• _What is being asked_: Both the line with "ring tip: (857, 647)" and the line with "pinky dip: (1227, 823)" in the records below must appear in the output, along with every line between them, exactly and with nothing added.

::::::

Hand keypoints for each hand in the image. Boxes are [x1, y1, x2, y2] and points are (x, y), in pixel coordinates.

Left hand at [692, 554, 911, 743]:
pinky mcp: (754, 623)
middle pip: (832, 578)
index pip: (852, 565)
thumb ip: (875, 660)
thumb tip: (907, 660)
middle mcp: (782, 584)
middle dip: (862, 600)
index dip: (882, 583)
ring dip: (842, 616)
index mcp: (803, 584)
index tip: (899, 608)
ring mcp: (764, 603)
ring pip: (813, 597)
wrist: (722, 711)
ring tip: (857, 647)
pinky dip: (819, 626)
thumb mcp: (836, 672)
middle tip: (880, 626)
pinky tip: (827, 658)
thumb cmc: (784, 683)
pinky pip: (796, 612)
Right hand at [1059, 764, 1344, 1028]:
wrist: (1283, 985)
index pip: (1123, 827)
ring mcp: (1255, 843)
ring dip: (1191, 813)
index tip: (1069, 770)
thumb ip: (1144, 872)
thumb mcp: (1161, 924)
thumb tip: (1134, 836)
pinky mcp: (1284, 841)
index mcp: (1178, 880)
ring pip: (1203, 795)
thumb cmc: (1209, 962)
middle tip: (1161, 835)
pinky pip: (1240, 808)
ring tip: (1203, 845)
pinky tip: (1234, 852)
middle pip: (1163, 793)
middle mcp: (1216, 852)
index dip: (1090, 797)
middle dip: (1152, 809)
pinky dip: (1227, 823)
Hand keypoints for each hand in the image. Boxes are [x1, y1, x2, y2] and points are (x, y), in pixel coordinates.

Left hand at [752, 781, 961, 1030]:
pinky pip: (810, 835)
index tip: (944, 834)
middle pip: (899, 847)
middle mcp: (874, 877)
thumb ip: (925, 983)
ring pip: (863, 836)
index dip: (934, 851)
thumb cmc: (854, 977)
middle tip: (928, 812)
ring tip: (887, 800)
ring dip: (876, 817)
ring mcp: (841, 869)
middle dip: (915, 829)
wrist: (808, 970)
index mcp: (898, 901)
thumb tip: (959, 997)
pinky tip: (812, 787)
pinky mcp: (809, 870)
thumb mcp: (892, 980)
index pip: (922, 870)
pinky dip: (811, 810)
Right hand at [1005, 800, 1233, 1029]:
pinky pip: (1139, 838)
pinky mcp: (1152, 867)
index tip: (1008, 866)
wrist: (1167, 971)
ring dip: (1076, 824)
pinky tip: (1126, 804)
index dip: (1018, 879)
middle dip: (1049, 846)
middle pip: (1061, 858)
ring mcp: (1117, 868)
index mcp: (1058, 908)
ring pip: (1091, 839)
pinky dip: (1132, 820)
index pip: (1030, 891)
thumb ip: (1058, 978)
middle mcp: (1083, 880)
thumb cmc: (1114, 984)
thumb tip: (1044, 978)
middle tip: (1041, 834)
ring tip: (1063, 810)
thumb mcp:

::::::

• _Solution_:
ring tip: (857, 647)
pinky dip: (819, 626)
thumb mcp: (836, 672)
middle tip: (880, 626)
pinky tip: (827, 658)
thumb cmc: (784, 683)
pinky pip: (796, 612)
Right hand at [1059, 764, 1344, 1028]:
wrist: (1283, 985)
index pip: (1123, 827)
ring mcp: (1255, 843)
ring dip: (1191, 813)
index tip: (1069, 770)
thumb ip: (1144, 872)
thumb mcp: (1161, 924)
thumb tip: (1134, 836)
pinky mcp: (1284, 841)
index mcp: (1178, 880)
ring pip: (1203, 795)
thumb cmc: (1209, 962)
middle tip: (1161, 835)
pinky pip: (1240, 808)
ring tip: (1203, 845)
pinky tip: (1234, 852)
middle pip: (1163, 793)
middle mcp: (1216, 852)
index dip: (1090, 797)
middle dip: (1152, 809)
pinky dip: (1227, 823)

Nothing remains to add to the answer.